REPUBLIKA.CO.ID, PURABALINGGA -- Batik khas Purbalingga hingga kini dinilai masih kurang bergaung. Padahal potensinya dianggap tidak kalah dengan daerah lain.
"Potensi batik di Purbalingga bagus sekali tetapi sampai hari ini, gaungnya masih belum terdengar," kata Wakil Bupati Purbalingga Dyah Hayuning Pratiwi di Desa Limbasari, Kecamatan Bobotsari, Purbalingga, Rabu (3/8). Menurut Dyah, orang dari luar Purbalingga bahkan lebih sering mengenal kabupaten itu sebagai daerah industri knalpot, rambut palsu, dan bunga.
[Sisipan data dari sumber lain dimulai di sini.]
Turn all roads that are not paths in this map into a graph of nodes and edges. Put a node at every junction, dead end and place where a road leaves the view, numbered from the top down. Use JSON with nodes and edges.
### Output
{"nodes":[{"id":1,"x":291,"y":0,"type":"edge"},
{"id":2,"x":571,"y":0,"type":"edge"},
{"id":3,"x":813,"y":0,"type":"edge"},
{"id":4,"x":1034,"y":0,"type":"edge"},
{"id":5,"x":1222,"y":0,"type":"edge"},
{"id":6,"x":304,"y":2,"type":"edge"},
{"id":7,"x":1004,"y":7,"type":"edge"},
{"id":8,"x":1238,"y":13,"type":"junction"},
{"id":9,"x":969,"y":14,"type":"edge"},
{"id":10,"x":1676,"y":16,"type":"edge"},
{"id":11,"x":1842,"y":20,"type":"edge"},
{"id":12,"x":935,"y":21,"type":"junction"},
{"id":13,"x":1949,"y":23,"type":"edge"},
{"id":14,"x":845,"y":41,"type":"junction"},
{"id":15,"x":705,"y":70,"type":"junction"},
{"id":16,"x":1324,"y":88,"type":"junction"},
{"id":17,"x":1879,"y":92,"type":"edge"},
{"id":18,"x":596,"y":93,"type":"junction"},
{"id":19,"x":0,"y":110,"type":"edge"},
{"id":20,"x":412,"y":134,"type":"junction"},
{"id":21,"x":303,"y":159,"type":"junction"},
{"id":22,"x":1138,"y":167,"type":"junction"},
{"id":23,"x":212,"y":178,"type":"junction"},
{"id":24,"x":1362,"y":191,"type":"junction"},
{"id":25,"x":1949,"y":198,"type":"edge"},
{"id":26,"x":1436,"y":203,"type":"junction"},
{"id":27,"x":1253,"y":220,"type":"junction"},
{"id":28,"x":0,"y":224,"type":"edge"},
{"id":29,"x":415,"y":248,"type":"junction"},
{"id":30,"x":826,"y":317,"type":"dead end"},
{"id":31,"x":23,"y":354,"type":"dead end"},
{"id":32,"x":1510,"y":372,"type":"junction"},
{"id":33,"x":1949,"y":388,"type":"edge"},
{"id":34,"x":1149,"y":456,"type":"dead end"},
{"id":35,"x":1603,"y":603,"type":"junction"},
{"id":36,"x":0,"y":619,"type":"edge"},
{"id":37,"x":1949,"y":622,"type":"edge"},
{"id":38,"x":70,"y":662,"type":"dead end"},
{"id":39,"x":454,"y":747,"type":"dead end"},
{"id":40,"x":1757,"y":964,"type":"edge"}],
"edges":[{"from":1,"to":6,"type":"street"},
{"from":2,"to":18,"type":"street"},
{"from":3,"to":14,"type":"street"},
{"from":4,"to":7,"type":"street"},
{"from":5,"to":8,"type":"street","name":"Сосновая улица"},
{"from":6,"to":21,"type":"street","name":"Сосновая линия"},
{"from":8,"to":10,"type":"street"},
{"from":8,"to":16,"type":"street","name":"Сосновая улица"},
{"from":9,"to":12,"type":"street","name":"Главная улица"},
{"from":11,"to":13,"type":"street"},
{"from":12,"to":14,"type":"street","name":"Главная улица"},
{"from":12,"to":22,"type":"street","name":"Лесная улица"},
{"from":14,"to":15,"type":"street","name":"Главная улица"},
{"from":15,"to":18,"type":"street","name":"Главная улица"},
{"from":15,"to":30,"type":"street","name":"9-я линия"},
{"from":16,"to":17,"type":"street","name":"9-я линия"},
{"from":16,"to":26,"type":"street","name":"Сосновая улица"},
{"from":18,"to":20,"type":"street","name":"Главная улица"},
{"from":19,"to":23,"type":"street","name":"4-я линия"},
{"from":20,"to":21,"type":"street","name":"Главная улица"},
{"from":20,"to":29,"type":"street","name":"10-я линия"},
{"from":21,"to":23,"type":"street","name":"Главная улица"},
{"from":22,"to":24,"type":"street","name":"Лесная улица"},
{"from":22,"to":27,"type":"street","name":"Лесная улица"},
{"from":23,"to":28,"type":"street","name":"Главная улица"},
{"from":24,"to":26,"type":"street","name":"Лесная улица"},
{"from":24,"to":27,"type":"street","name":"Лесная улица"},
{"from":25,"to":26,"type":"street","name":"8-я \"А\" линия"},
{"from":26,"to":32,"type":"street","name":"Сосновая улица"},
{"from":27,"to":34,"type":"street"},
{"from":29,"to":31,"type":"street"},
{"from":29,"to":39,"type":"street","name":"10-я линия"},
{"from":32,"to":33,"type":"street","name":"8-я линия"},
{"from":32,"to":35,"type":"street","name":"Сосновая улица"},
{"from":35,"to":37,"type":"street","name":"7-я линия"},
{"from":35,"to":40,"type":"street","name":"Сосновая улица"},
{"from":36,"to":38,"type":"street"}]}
Ia menilai salah satu permasalahan klasik yang sering dihadapi dalam pengembangan batik berupa pewarnaan yang masih monoton karena didominasi dengan warna yang cenderung gelap, yakni hitam atau cokelat. Selain itu, kata dia, inovasi dan kreativitas batik juga diperlukan sehingga mampu berdaya saing dengan perajin luar daerah.
"Apalagi kita sudah memasuki era MEA (Masyarakat Ekonomi ASEAN) atau global. Jadi, untuk menekuni bidang apapun, kita harus menciptakan serta meningkatkan kreasi dan inovasi, agar kita memiliki daya saing, karena batik tidak hanya ada di Purbalingga saja, tetap di kota-kota dan kabupaten lain juga banyak yang memproduksi batik," katanya.
Ia mengatakan perajin batik di Purbalingga saat ini hanya mengembangan batik tulis yang pembuatannya butuh waktu lama.
Padahal, kata dia, peraji batik di daerah lain sudah banyak yang mengembangkan batik cap maupun cetak (printing).
Menurut dia, hal itu berdampak pada harga batik cap yang jauh lebih murah daripada batik tulis. "Dibandingkan batik tulis, dengan harga yang relatif rendah, kita sudah mendapatkan batik cetak berkualitas serta sudah dalam bentuk jadi. Oleh karena itu, ke depan perlu mengembalikan segmentasi dan lebih mengembangkan batik cap dan batik 'printing'," katanya.